Roy gave me a copy of “The Cash Machine” Using the ToC for Sales Management. It is a good read, and it reminded me of the principals I learnt several years ago, although this book had a nice twist, and applied the ToC on a human process instead of the normal production line. (There are also bits that can apply to SW Development but I’ll save that for another post).
What is interesting is that I keep on seeing these pattern. I was making Schnitzels (breaded chicken) for dinner today and my kids where helping me (and fighting over who gets to stand closest to me, but lets ignore that part for now).

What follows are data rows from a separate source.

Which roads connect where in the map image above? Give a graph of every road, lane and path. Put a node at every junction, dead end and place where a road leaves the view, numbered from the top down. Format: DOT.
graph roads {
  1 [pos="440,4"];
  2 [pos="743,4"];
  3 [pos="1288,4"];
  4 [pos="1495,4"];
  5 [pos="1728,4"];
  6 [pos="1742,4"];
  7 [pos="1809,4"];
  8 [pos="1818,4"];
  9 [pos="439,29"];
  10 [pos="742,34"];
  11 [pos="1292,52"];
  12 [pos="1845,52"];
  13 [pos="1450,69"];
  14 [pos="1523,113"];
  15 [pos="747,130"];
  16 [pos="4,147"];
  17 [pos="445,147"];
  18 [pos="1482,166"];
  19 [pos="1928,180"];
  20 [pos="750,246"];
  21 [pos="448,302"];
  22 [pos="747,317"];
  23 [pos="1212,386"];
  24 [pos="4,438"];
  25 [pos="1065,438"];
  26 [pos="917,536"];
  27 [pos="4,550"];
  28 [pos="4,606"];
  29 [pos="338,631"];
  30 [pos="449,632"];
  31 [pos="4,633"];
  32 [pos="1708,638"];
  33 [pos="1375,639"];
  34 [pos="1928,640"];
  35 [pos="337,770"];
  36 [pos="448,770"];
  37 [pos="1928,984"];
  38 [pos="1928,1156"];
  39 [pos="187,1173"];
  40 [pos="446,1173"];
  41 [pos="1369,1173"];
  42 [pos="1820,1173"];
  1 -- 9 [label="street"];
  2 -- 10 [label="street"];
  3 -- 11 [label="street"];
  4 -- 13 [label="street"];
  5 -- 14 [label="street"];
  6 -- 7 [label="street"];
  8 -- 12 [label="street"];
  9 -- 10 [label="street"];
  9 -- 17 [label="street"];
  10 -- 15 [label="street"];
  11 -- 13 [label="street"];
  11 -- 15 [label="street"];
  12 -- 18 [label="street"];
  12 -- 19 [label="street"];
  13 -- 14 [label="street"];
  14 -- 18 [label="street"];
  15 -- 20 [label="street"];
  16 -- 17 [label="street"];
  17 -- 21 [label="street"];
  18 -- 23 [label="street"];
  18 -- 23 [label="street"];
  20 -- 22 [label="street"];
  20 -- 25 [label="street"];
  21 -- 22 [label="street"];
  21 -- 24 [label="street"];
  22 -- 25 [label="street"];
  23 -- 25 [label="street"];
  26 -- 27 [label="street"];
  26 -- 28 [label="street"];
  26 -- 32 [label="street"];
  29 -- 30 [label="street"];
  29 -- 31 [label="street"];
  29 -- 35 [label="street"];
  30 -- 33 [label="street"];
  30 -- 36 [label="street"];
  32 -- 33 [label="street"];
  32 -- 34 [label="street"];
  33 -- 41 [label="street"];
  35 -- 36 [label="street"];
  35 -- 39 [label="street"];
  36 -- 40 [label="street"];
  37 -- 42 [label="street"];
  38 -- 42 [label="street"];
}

Making schnitzels, has a few stages.
- Cut chicken breast into small pieces (I did this)
- Put beaten eggs in a bowl of (my kids did this)
- Put bread crumbs and spices on a plate (my kids did this)
- Heat up oil in a pan (I did this)
Now comes the fun bit, each piece must be dipped in the egg, then in the bread crumbs, then cooked in oil until it is ready. My kids started to dip and coat the chicken and I put it in the oil, but very soon the pan was full and the coated pieces started piling up.
I started teaching my kids about lean and about not having any waste and I showed them that the piled up pieces are making it harder to cook, they where taking up room and where in the way and basically making a whole mess out of it. So we decided that we can only have 8 coated pieces (enough to fill the pan) waiting and that once we get there we just stop (and play with the tap water or quarrel).
Then I used the second step of the Theory of constraints and tried to exploit the constraint. By moving the pieces closer and by adjusting the heat we could get 12 pieces in the pan. Now we can change our lean constraints and allow 12 free pieces. I explained this and quite soon we completed the cooking.
So Lean and Theory of Constraints play well together. We had a great meal and learnt some process theories on the way.